Many young people in contact with the justice system come from backgrounds of extreme poverty, parental abuse or neglect, parental incarceration and disrupted education.
These complex traumas often manifest as addictions to drugs or alcohol, mental health challenges, poor physical health and wellbeing, and conduct disorders.
How we can effectively respond to offending by these vulnerable young people remains a contentious topic.
“Tough on youth crime” approaches are notoriously ineffective: 85% of young people in Australia reoffend within a year of release, and research from the United Kingdom suggests periods of detention increase the frequency and severity of offending.
Innovative solutions are urgently needed to reduce youth offending in ways that prioritise the best interests of the child.
Music can provide incarcerated youth with opportunities to redefine themselves from young offenders to young artists with creative potential.
Music as an arena for change
My analysis of international studies on music programs in youth detention centres found music can help young people to process trauma, build confidence, improve self-regulation, engage with learning, establish positive social relationships, and generate the hope needed to imagine new futures.
When we include music programs run for justice-engaged youth in community settings, researchers have identified more than 560 wellbeing benefits, including reductions in aggression and violence, a sense of cultural identity and belonging, and improvements in self confidence, trust and empathy.
The transformative potential of music is evident across musical styles and program approaches, from choirs to Javanese Gamelan groups to hip hop workshops.
However, my research suggests music programs need to be carefully designed and implemented to have lasting impact. Importantly, young people need to be given freedom to explore and express who they are and have opportunities to forge trusting relationships with peers and adults.
Music as a safe space
Music programs can alleviate the stressors of incarceration. The Australian Children’s Music Foundation runs music programs in five youth detention centres around Australia, often through guitar or songwriting workshops.
Musicians shared that these programs were not only an escape, but could “change the atmosphere” from a very intense environment in which youth are often wary and tense to one where they can dream and play.
One musician described:
[there is a big] difference in the kids’ reactions and their interactions between the guards who are responsible for saying ‘get in your cell now, we’re locking the doors’, and musicians.
Bringing together all of the senses to learn a complex skill, such as playing guitar, means kids are forgetting about everything that happened yesterday and not thinking about everything that might happen later. They’re thinking about what’s happening right now, so that already is a game changer.
Not a classroom
Musicians Scott “Optamus” Griffiths and Rush Wepiha of Banksia Beats emphasise, their program is not a classroom and they are not teachers.

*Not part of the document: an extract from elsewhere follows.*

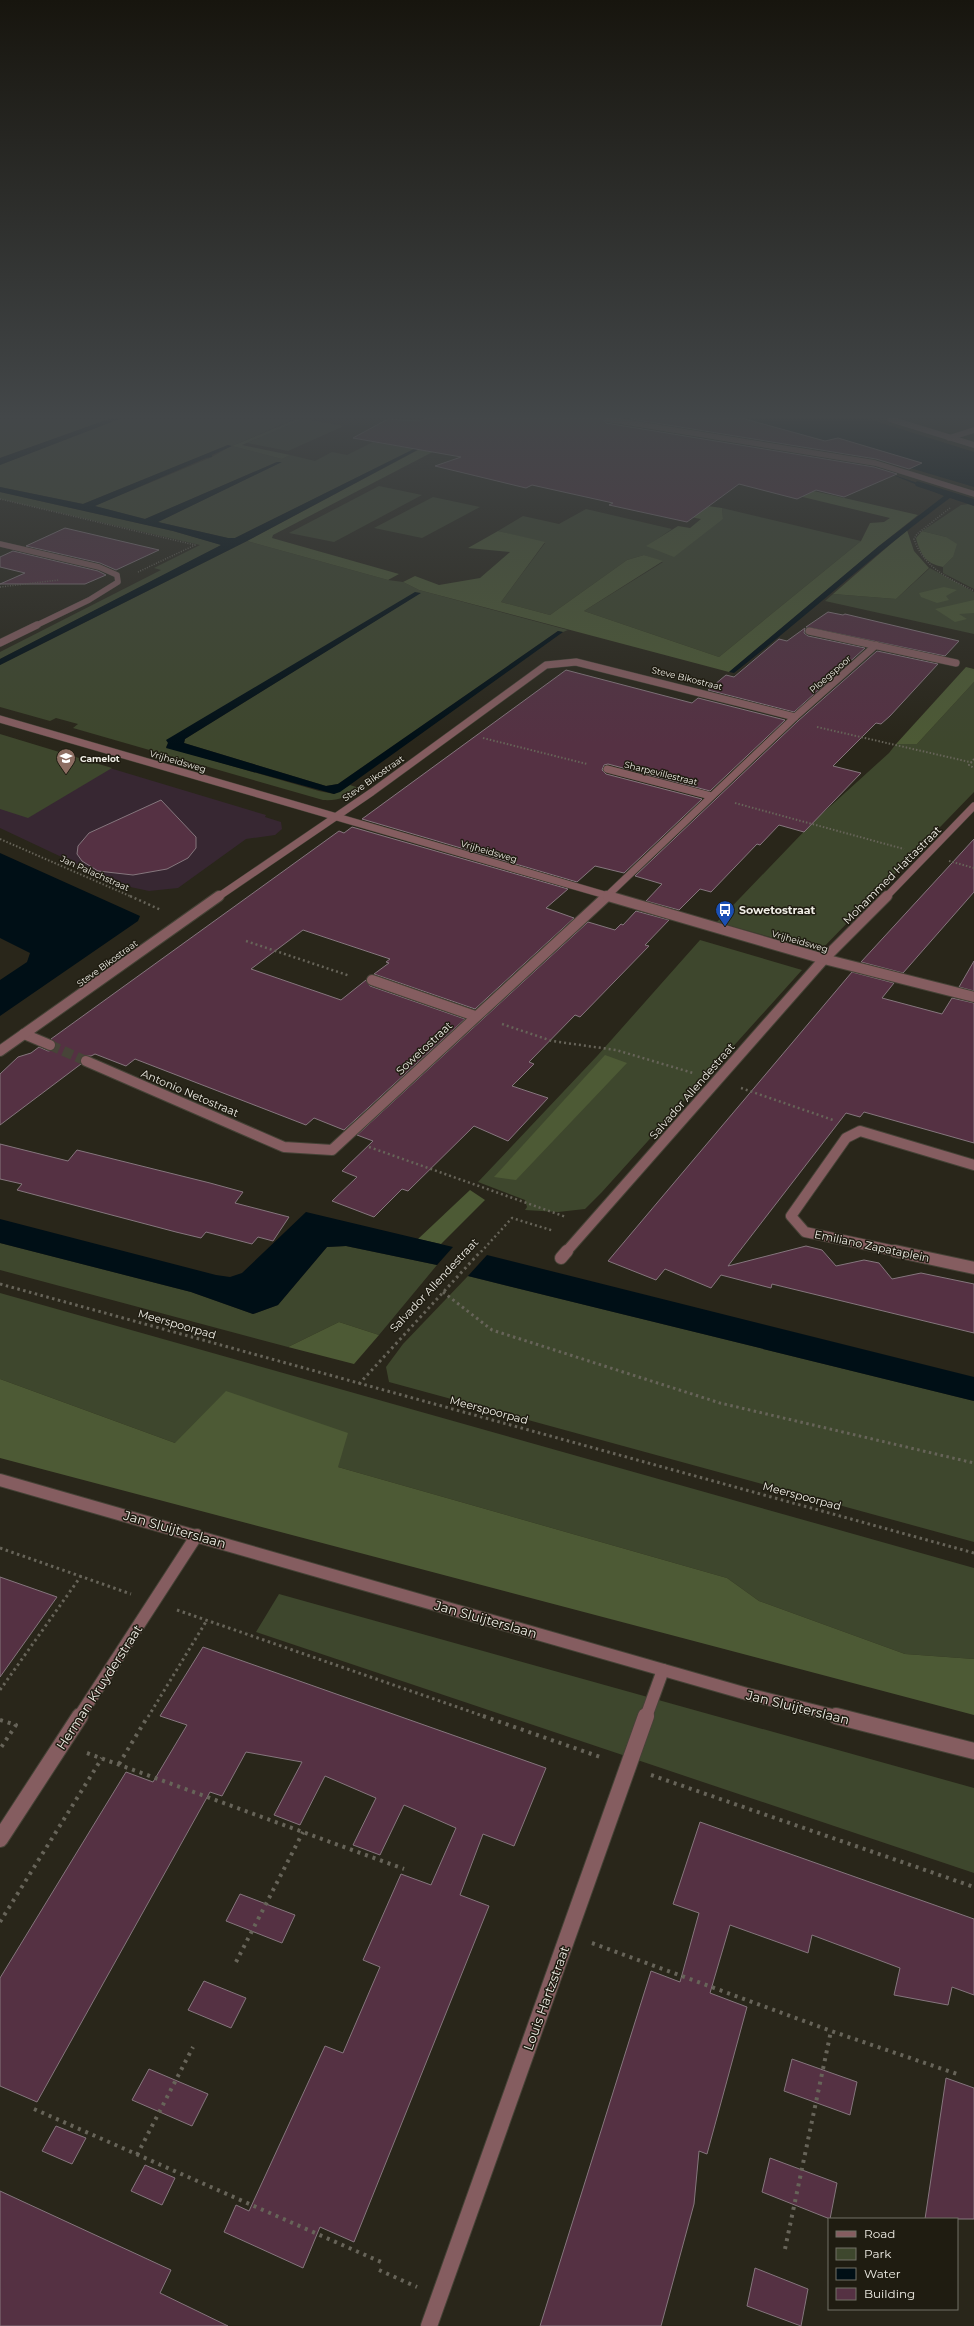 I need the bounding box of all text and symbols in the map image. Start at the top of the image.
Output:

Taking place at Banksia Hill Detention Centre in Western Australia, Griffiths describes Banksia Beats as “simulating how a healthy community should be”.
Youth can participate to whatever extent they feel comfortable. This might involve writing rhymes, laying down beats, rapping, adjusting the microphone, holding a notebook for someone, providing feedback or ideas for others, or simply listening.
In this way, young people can develop trusting relationships and learn from each other as much as they do their facilitators.
Music as creative guidance
Particularly when incarcerated young people have little control over their lives, having ownership over their own stories through music can be significant.
This is not always a comfortable process.
Australian Childrens’ Music Foundation founder Don Spencer noted:
it’s not ‘let’s all sing happy songs today’. Some of the songs that young people write are not happy songs, there’s no way you can make everything happy with what’s going on! But it’s the experience that we want to be positive.
The opportunity to experiment through music can be seen as a way to “try on” new identities and ways of interacting with others.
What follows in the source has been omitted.